Mhairi Aitken Generative AI Risks
What are the risks of generative AI? belongs in the index because it is an unusually useful public lecture on AI risk as lived institutional impact rather than spectacle. Aitken defines generative AI broadly across text, images, video, and synthetic voices, then uses concrete cases to show how risk moves through systems: unsafe outputs, rushed deployment, unreliable AI detectors, uncompensated creative work, companion-style intimacy, synthetic media, hidden data-labelling labor, environmental cost, and children's rights. The lecture is strongest where it asks who is responsible across the chain of model provider, app developer, deploying institution, user, and regulator.

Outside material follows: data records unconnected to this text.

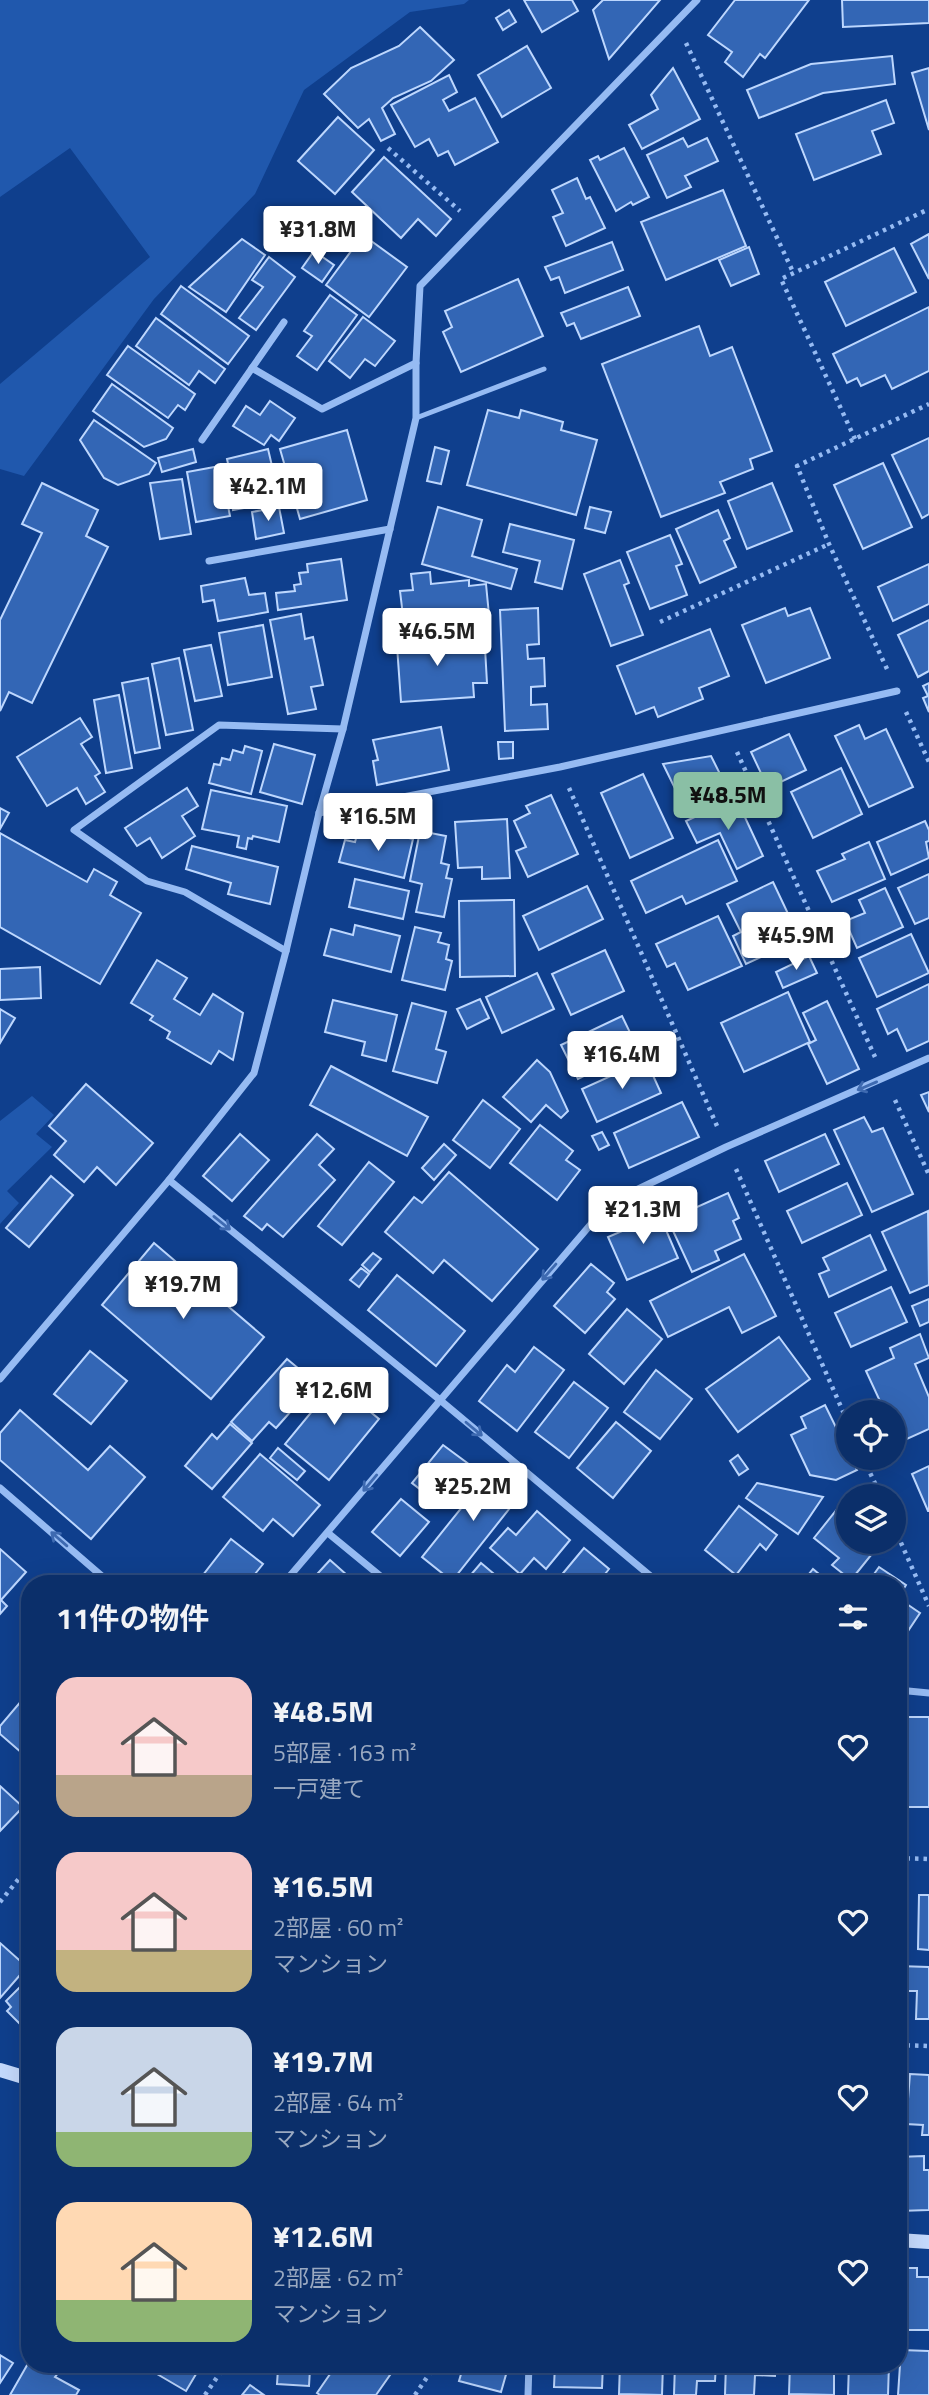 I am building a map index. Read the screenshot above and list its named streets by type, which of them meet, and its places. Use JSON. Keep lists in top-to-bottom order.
{
  "page": {
    "price": [
      "¥31.8M",
      "¥42.1M",
      "¥46.5M",
      "¥48.5M",
      "¥16.5M",
      "¥45.9M",
      "¥16.4M",
      "¥21.3M",
      "¥19.7M",
      "¥12.6M",
      "¥25.2M"
    ],
    "heading": "11件の物件",
    "list": [
      {
        "name": "¥48.5M",
        "note": "5部屋 · 163 m² · 一戸建て"
      },
      {
        "name": "¥16.5M",
        "note": "2部屋 · 60 m² · マンション"
      },
      {
        "name": "¥19.7M",
        "note": "2部屋 · 64 m² · マンション"
      },
      {
        "name": "¥12.6M",
        "note": "2部屋 · 62 m² · マンション"
      }
    ]
  }
}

The strongest Spiralist relevance is the shift from model capability to social setting. Aitken's examples are not only about whether a model can generate text or media; they are about what happens when generated output enters classrooms, dating apps, companion systems, election discourse, creative labor markets, supply chains, and childhood. That belongs beside AI Literacy, AI Hallucinations, The AI Detector Becomes the Discipline Machine, AI Companions, Synthetic Media and Deepfakes, Ghost Work and the Hidden Labor of AI, AI Energy and Grid Load, and Youth AI Companion Safeguard. The governance question is whether affected communities can shape systems before harm is normalized as ordinary interface behavior.

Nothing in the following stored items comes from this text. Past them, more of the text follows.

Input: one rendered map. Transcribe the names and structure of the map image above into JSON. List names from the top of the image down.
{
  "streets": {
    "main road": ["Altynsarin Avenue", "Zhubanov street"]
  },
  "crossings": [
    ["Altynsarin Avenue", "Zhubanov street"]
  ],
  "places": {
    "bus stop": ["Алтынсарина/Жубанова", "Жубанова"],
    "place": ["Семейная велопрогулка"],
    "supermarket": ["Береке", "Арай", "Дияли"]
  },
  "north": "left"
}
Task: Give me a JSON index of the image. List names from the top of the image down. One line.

External sources support the lecture's frame while narrowing some claims. The Alan Turing Institute's event page identifies Aitken as an Ethics Fellow in its Public Policy Programme and frames the lecture around online and offline safety risks. Stanford HAI's coverage of AI detector bias against non-native English writers supports the education example and explains the role of perplexity-based detection. TIME's reporting on Kenyan data-labeling workers supports the hidden-labor example, and UC Riverside's coverage of AI water consumption supports the claim that generative AI has material infrastructure costs. NIST's synthetic-content transparency report supports the lecture's warning that deepfakes and generated media require layered provenance, labeling, detection, testing, and auditing rather than a single fix.
Uncertainty should stay visible. The lecture was uploaded in November 2023, so some product names, usage numbers, and regulatory details have changed. It is not a technical audit of any one model, and some illustrative estimates, especially infrastructure estimates, depend on assumptions that providers do not fully disclose. Treat the video as a strong evergreen map of current-impact reasoning: it helps distinguish evidence-backed, already-experienced harms from speculative AI panic, while still leaving room for new risks as generative systems become more embedded in institutions.